For each line below that contains the word "above", return that line.

**DATASET CONTENT**

===

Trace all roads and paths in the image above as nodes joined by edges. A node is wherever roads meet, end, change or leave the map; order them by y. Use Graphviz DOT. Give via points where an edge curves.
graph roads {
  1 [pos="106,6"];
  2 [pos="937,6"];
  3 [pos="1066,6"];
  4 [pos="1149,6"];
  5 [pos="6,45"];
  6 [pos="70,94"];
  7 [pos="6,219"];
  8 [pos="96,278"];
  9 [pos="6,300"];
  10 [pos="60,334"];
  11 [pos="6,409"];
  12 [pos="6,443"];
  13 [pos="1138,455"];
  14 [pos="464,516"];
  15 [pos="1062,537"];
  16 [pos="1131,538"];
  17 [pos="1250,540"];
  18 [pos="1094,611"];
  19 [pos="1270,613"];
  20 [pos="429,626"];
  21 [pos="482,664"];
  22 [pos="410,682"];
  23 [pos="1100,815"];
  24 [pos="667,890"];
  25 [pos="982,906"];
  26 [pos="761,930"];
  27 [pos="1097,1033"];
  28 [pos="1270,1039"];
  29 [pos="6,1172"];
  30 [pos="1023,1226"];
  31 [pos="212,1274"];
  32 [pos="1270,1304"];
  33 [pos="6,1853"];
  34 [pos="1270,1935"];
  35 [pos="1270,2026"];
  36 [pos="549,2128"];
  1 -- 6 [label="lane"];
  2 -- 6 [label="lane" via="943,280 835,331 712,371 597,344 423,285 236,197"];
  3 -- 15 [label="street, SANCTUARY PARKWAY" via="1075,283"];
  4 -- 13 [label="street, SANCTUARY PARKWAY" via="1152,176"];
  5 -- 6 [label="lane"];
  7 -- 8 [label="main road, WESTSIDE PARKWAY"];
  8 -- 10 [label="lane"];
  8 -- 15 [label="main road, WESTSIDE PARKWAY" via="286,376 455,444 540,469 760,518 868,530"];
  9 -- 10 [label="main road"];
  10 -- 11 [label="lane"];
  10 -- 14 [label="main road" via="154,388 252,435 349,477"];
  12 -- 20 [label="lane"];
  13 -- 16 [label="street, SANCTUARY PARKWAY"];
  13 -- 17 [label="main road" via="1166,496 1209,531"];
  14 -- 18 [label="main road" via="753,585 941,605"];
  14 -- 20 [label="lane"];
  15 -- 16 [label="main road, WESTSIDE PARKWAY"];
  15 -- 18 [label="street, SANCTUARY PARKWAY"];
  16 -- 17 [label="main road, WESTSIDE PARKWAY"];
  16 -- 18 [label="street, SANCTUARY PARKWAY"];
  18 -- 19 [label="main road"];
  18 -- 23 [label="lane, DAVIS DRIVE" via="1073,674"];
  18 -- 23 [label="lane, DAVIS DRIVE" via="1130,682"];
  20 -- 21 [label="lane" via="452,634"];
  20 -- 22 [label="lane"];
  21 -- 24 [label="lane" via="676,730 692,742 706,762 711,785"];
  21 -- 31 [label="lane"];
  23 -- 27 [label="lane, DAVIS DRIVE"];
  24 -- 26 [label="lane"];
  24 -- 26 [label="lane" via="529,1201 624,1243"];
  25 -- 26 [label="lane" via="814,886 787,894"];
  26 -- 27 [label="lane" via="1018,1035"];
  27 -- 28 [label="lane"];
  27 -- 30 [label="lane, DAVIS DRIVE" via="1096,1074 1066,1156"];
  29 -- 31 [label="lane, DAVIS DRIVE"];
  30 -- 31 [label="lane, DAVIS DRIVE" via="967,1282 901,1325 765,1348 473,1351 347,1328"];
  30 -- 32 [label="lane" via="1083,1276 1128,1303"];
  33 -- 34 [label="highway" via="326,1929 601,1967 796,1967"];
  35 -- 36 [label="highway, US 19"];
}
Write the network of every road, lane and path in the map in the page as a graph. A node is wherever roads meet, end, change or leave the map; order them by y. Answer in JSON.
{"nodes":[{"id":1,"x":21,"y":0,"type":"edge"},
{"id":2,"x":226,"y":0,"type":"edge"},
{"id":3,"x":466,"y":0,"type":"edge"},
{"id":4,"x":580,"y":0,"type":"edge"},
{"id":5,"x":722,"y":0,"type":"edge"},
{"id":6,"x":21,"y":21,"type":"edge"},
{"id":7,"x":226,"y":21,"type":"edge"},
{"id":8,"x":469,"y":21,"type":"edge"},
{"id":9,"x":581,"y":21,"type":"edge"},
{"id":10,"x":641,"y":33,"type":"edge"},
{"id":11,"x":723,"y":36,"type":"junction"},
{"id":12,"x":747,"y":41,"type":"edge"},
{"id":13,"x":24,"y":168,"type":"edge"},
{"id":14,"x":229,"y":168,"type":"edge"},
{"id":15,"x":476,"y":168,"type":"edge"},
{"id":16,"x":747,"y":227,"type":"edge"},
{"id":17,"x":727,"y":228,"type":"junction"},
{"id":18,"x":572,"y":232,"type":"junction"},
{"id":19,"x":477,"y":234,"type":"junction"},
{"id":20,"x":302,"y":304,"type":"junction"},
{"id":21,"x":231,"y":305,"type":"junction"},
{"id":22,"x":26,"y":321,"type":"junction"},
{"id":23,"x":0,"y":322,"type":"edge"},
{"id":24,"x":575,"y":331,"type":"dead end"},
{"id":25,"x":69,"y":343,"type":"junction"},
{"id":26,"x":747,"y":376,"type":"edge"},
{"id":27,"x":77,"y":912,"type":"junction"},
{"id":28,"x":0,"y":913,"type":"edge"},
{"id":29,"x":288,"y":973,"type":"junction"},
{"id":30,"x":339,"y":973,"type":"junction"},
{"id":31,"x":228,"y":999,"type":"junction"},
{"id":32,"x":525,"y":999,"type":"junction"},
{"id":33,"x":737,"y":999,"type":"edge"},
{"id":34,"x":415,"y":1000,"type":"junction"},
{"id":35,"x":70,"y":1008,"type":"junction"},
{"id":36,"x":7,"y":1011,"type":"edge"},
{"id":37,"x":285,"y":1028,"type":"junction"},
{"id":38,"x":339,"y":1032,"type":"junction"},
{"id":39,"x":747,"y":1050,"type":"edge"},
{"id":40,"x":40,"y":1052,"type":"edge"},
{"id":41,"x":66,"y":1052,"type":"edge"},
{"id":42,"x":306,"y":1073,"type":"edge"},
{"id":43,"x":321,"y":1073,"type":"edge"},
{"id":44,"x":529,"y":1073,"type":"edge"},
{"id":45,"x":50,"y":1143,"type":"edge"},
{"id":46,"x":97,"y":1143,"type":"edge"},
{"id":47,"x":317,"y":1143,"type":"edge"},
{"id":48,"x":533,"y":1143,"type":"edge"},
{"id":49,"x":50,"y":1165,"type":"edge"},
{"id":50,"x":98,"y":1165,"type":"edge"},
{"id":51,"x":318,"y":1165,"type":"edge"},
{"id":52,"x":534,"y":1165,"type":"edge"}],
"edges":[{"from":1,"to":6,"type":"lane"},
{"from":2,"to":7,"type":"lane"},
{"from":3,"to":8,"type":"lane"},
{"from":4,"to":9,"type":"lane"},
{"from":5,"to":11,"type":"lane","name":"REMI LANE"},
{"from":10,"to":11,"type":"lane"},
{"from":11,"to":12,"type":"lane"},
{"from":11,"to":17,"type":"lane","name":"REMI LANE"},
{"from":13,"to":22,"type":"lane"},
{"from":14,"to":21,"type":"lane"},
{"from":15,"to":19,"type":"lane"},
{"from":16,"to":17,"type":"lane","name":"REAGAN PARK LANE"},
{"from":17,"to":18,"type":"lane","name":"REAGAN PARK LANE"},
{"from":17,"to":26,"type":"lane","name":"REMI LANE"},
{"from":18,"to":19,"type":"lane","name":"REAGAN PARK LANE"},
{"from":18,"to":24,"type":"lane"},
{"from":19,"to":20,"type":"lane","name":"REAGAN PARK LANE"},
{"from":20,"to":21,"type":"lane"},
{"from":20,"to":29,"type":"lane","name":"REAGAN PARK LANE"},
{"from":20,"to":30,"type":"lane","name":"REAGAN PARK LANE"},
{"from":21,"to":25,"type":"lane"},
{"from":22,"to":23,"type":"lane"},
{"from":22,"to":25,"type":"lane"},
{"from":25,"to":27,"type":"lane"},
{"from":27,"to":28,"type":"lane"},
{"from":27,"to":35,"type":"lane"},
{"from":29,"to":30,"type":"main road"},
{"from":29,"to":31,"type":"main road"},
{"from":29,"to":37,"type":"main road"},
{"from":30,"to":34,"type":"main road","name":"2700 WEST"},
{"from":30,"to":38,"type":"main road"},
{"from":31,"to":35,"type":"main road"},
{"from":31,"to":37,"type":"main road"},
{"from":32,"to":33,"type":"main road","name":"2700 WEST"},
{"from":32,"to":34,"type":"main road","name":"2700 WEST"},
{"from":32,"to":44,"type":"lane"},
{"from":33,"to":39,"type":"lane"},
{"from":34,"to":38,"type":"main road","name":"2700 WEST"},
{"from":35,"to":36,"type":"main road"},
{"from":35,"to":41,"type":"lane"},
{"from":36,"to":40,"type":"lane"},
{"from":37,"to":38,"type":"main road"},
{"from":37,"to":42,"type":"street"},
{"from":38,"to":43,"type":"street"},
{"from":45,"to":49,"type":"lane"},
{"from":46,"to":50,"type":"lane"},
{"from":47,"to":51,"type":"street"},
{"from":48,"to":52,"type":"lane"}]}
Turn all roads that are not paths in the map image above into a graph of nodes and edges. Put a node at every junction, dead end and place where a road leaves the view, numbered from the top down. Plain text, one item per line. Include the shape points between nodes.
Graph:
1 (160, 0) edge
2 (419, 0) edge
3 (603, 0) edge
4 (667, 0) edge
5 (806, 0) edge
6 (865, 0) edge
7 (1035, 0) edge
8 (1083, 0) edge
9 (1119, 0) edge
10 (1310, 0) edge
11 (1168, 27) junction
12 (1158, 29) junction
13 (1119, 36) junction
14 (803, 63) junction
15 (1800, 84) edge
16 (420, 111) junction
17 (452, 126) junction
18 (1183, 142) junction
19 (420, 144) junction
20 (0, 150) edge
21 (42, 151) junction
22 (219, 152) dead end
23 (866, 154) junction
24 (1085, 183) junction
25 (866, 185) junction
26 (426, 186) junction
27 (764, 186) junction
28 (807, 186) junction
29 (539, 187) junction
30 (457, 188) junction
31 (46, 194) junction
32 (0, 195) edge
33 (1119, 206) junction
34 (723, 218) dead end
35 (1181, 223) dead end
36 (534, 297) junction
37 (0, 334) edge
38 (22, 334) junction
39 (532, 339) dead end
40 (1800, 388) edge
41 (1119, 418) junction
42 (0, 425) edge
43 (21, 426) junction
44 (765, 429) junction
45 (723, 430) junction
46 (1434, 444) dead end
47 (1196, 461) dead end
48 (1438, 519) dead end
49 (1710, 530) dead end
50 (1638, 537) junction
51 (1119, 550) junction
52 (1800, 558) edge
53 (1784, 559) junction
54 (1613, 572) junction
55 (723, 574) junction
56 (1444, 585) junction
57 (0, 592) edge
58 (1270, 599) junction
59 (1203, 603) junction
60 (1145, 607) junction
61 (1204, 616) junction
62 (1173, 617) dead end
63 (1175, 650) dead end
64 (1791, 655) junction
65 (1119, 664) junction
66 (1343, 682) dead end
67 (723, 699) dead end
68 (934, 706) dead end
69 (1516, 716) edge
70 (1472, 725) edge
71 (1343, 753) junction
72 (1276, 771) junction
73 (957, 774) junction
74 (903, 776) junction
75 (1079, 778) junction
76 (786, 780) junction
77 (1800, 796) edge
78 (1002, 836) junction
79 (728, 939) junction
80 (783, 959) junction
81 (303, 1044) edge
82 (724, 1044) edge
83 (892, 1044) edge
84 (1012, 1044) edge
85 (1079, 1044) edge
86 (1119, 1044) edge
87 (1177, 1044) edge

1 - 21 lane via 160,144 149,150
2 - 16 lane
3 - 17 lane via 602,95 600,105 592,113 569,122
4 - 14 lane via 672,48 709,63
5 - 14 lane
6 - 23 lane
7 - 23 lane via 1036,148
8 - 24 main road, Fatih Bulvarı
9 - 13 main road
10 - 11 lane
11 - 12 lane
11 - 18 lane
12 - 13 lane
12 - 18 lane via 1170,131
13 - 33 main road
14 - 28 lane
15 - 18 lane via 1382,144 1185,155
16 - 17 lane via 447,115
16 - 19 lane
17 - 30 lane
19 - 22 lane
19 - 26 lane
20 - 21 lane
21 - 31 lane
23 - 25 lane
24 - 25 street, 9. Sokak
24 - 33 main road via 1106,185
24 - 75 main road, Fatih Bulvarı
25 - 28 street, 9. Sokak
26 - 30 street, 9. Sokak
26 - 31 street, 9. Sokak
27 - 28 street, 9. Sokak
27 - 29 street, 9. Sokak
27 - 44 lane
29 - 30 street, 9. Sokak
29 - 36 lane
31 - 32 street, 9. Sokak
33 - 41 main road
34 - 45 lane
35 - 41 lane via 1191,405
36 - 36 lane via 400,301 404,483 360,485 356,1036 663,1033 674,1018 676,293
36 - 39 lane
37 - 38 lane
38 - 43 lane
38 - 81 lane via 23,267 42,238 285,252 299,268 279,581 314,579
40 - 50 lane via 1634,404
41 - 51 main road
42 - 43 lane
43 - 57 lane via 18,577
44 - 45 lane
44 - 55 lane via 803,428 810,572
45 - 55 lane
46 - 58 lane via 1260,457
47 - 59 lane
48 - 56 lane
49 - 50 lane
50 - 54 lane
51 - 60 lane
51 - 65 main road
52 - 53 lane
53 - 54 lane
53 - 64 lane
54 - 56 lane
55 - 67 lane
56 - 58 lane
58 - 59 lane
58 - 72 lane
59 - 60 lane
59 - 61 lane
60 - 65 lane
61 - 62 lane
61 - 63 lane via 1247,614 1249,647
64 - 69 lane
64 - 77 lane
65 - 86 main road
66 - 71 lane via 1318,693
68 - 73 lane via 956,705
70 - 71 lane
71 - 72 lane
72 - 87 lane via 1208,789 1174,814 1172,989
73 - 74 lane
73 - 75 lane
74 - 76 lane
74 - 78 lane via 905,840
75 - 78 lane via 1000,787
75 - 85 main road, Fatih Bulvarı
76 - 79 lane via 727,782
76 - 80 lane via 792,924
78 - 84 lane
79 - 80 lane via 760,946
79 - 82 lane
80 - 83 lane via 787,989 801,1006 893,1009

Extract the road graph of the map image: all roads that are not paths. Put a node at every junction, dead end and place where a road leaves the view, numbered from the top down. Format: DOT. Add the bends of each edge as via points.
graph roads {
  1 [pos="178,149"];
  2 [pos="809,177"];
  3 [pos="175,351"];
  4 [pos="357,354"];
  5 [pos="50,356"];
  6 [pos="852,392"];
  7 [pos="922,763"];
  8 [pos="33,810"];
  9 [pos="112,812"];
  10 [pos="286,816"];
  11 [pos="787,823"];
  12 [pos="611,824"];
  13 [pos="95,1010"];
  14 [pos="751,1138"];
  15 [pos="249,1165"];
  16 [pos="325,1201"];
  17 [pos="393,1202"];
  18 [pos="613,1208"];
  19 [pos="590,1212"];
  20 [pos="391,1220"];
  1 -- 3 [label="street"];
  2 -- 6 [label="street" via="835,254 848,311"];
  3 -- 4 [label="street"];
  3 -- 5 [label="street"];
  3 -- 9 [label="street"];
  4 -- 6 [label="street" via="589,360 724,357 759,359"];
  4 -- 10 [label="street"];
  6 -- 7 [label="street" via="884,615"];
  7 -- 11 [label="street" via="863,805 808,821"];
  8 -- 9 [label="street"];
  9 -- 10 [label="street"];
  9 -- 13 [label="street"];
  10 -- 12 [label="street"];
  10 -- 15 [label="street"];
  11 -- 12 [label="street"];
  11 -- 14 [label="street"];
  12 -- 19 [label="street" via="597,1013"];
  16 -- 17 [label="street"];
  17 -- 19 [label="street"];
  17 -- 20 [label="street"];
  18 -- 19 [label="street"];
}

===

**ANSWER SPACE**
Trace all roads and paths in the image above as nodes joined by edges. A node is wherever roads meet, end, change or leave the map; order them by y. Use Graphviz DOT. Give via points where an edge curves.
Turn all roads that are not paths in the map image above into a graph of nodes and edges. Put a node at every junction, dead end and place where a road leaves the view, numbered from the top down. Plain text, one item per line. Include the shape points between nodes.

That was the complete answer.